### EXERCISE DETAILS
How many lines in the data that follows contain the word "canvas"? Only that number is needed.

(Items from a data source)
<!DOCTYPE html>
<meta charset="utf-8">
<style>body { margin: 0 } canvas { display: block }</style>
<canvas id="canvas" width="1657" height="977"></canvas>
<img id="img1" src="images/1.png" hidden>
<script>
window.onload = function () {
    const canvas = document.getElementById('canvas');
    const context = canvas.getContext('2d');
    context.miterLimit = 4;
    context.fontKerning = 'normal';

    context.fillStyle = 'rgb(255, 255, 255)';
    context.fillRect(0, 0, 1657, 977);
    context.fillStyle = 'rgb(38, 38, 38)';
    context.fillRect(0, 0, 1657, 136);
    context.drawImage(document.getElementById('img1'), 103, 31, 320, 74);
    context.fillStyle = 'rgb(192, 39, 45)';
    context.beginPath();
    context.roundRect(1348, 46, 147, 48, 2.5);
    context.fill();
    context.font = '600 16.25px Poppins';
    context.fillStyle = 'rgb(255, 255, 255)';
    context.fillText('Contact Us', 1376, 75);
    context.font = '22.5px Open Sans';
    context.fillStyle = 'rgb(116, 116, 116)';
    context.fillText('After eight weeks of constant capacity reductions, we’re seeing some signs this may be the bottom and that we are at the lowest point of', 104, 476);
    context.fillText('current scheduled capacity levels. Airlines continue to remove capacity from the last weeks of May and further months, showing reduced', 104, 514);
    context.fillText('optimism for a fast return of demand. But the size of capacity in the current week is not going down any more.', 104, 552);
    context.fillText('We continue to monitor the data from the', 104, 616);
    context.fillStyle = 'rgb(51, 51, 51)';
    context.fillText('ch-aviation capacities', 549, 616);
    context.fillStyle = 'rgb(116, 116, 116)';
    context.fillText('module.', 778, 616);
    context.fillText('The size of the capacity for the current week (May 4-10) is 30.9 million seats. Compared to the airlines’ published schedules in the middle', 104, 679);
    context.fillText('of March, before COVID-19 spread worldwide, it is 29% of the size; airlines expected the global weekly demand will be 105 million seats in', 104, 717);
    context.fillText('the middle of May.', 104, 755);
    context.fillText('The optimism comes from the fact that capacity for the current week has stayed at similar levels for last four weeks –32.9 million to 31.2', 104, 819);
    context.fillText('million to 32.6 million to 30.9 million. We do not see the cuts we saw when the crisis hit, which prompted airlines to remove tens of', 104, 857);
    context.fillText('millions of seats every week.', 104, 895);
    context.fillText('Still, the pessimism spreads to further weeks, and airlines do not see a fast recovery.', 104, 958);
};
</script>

### RESPONSE TO THIS EXERCISE
4